# Site General > Off-topic Cafe >  Let's see your tattoos.

## PyroPython

As some (who pay attention?) may know, I do a little tattoo work here and there. So, I figured I'd like to see what you all got.

Here's a few of mine (didn't do them myself)

Python sleeve. (the random brown thing is a branch. I just havn't finished the jungle scene yet. Still got ferns, etc. coming.)


For my oldest daughter, Belle.


Funnel Web spider w/clover.


Winged skull. (ignore the chinese crap on the right. It is *Supposed* to mean snake. Got it when i turned 18. Hate it.)


Centipede. coloring not done, another time issue. You can kinda see my snake bites on my hand in the second one.

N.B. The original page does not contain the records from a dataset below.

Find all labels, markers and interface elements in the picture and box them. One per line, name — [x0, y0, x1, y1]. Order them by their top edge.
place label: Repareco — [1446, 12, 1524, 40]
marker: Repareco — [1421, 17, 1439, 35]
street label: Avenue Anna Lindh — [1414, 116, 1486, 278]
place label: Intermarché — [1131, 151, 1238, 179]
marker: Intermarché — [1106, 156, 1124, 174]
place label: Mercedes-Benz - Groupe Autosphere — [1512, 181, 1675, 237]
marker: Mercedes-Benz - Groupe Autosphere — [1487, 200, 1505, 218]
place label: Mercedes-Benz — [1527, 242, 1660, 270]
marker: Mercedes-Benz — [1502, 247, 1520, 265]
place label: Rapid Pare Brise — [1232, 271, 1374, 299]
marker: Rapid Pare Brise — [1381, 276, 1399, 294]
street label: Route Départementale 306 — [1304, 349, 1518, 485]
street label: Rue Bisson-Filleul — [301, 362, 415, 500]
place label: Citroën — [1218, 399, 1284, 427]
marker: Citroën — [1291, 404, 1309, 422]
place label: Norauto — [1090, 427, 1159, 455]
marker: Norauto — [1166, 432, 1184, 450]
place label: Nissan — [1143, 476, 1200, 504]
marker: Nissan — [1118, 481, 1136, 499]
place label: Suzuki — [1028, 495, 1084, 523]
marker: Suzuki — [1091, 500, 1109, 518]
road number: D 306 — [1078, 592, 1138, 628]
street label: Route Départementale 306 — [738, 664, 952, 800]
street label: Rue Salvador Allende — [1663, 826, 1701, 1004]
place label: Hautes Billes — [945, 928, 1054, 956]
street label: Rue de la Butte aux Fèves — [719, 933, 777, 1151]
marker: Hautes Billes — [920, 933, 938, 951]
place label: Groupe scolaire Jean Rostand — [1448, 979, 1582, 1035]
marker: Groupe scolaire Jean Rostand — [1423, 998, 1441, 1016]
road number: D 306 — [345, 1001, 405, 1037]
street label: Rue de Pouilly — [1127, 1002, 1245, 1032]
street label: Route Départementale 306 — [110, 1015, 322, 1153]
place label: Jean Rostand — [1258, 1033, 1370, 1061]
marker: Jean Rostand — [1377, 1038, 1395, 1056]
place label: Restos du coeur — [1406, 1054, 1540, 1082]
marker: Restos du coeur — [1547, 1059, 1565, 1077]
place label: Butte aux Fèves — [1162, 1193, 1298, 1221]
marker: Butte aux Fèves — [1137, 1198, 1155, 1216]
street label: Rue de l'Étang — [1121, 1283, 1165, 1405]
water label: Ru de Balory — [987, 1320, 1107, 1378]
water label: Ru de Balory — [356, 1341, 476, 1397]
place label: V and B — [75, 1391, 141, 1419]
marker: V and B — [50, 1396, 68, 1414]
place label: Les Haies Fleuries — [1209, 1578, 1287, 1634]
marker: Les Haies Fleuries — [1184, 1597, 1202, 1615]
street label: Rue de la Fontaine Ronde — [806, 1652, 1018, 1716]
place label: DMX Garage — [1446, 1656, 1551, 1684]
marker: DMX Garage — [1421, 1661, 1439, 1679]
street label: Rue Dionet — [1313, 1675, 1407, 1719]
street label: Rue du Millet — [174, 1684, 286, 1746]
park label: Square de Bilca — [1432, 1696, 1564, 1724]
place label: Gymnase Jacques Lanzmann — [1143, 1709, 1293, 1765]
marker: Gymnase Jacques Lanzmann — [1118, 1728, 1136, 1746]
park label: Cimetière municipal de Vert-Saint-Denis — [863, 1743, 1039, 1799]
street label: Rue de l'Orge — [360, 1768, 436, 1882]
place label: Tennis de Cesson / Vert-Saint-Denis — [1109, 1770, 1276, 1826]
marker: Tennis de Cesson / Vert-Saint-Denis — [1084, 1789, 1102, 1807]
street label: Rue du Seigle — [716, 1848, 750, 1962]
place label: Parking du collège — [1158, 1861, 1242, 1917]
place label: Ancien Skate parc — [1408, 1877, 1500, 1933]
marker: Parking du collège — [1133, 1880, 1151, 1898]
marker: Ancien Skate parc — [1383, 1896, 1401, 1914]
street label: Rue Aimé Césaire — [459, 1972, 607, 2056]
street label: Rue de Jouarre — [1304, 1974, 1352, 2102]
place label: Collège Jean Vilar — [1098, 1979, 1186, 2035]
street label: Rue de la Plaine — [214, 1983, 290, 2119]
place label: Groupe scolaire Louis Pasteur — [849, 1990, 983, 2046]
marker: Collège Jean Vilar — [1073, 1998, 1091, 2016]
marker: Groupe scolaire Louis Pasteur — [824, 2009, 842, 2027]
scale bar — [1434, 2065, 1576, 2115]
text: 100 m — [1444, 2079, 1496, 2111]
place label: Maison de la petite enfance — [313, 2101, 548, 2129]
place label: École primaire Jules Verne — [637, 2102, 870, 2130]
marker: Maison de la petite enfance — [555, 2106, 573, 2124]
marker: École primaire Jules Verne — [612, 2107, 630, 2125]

So yeah, what does everyone here have?

----------


## iCandiBallPythons

http://ball-pythons.net/forums/showt...ghlight=tattoo

----------

_PyroPython_ (01-16-2010)

----------


## PyroPython

Damn. Im always late for everything. Oh well, thanks.

----------


## juddb

One of my favorites, this one is on my left calf.

----------


## Old_School



----------


## Lolo76

Well, apparently I didn't post on the last thread, although I could have sworn I did.  :Confused2:  Not to mention, that other one is so old, a lot of images have since been moved/removed. So we may as well start a new tattoo thread! Here are some of mine... sorta lost count, but I think I'm about equal on tattoos and snakes right now.  :Very Happy: 





 









I'm also working on a backpiece/cover-up, to hide some ugly old tattoos... it's still in progress, but here's a snippet:

----------


## Capt._Howdy

well here are some of my tattoos i love getting inked thank got i have a buddy that does it as a living so i think i only actualy paid for 2 tattoos that not that bad  :Very Happy: 

inside bicep  


inside elbow


my soon to be wife did this one not that bad for her first try at tattooing


my elbow never again 


my deathbat on my chest(im holding my son N8 the day he was born)


last and not least my fav tattoo i have pennywise the clown portrait done by nate at topnotch tattoos Elgin ,Il

----------


## irezumi67

these are some off mine

----------


## Capt._Howdy

okay so i messed up and put two of the same pics up so here is the one of my deathbat and me holding my son when he was first born

----------


## PyroPython

> last and not least my fav tattoo i have pennywise the clown portrait done by nate at topnotch tattoos Elgin ,Il



Do they float?

----------


## PyroPython

Here's a few that I've done. I don't have pics of the others.

This is on my fiance:


This is my aunt, behind the ear (obviously?)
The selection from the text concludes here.